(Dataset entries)
_ _ _ _ _ _ _

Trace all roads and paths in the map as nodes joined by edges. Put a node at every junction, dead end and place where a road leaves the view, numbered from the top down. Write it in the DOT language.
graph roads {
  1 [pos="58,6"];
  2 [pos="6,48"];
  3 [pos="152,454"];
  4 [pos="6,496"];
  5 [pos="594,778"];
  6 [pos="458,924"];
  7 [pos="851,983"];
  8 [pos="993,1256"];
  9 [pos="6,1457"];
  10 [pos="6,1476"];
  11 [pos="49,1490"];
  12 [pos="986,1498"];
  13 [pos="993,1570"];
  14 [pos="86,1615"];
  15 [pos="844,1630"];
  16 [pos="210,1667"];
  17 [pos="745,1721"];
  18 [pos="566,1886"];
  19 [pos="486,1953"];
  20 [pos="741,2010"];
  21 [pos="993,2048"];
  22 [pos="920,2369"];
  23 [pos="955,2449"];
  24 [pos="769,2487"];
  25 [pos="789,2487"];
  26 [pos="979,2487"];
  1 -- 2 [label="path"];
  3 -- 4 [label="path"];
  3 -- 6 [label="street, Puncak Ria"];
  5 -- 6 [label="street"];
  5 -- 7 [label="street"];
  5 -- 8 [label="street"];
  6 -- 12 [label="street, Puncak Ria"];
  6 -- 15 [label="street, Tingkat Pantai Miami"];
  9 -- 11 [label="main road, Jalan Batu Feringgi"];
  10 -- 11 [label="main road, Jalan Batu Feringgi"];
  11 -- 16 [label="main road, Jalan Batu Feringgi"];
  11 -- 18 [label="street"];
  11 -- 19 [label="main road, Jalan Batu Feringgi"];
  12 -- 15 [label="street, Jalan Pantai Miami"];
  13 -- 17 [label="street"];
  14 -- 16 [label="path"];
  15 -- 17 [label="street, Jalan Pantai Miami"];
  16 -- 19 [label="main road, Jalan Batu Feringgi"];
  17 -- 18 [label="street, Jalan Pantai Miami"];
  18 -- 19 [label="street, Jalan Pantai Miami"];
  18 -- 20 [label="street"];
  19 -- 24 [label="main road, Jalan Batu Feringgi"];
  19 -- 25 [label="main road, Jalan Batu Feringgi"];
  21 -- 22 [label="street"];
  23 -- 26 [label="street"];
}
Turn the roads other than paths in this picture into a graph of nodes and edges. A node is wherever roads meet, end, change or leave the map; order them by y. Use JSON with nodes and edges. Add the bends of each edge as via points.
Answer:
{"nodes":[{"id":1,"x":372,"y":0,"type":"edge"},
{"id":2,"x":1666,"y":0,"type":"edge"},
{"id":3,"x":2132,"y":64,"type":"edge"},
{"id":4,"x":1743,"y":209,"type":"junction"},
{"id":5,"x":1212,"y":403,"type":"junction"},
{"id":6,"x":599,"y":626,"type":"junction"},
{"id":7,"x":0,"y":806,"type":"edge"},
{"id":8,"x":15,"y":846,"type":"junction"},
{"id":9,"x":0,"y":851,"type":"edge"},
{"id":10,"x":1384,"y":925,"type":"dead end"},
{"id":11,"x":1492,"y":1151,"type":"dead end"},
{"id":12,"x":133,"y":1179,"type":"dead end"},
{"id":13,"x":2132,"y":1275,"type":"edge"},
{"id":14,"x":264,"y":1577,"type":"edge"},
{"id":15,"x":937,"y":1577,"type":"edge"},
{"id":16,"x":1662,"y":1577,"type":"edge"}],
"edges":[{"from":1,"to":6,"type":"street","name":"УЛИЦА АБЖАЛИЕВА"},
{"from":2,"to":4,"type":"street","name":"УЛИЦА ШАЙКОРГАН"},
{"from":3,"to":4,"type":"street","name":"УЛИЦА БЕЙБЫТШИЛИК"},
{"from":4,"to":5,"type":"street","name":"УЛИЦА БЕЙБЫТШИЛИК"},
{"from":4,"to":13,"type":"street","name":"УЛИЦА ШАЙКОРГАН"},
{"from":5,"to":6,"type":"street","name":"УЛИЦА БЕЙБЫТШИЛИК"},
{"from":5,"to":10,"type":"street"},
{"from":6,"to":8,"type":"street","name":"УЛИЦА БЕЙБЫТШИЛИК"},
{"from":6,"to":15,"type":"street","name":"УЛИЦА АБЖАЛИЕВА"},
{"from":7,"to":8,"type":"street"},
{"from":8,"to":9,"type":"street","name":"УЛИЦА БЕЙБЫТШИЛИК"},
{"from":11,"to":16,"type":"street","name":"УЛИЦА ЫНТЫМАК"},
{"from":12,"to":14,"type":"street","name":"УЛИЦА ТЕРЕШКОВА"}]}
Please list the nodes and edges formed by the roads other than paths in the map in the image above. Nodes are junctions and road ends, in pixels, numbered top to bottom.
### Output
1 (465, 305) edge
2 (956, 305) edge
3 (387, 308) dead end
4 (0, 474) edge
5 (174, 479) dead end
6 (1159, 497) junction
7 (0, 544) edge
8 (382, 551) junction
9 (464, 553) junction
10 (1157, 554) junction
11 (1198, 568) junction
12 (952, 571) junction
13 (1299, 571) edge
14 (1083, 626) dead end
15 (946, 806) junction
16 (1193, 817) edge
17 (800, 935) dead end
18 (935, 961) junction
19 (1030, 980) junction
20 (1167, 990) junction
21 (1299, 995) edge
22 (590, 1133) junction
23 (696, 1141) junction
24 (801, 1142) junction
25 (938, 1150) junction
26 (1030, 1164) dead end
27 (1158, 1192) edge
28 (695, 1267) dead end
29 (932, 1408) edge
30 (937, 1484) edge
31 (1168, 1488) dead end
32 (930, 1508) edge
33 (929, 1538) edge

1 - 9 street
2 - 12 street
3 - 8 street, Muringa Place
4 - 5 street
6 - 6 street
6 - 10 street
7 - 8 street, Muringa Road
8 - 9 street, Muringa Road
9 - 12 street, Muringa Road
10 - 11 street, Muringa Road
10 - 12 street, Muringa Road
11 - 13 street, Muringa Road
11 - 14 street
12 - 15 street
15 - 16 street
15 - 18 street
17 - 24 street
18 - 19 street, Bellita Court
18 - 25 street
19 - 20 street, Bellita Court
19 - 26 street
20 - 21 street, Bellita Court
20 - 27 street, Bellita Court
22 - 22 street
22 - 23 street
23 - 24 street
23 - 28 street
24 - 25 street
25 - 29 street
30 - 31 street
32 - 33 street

_ _ _ _ _ _ _

What you should do: The exercise is to copy out every line above that has the word "paths" in it.

Answer to the problem:
Trace all roads and paths in the map as nodes joined by edges. Put a node at every junction, dead end and place where a road leaves the view, numbered from the top down. Write it in the DOT language.
Turn the roads other than paths in this picture into a graph of nodes and edges. A node is wherever roads meet, end, change or leave the map; order them by y. Use JSON with nodes and edges. Add the bends of each edge as via points.
Please list the nodes and edges formed by the roads other than paths in the map in the image above. Nodes are junctions and road ends, in pixels, numbered top to bottom.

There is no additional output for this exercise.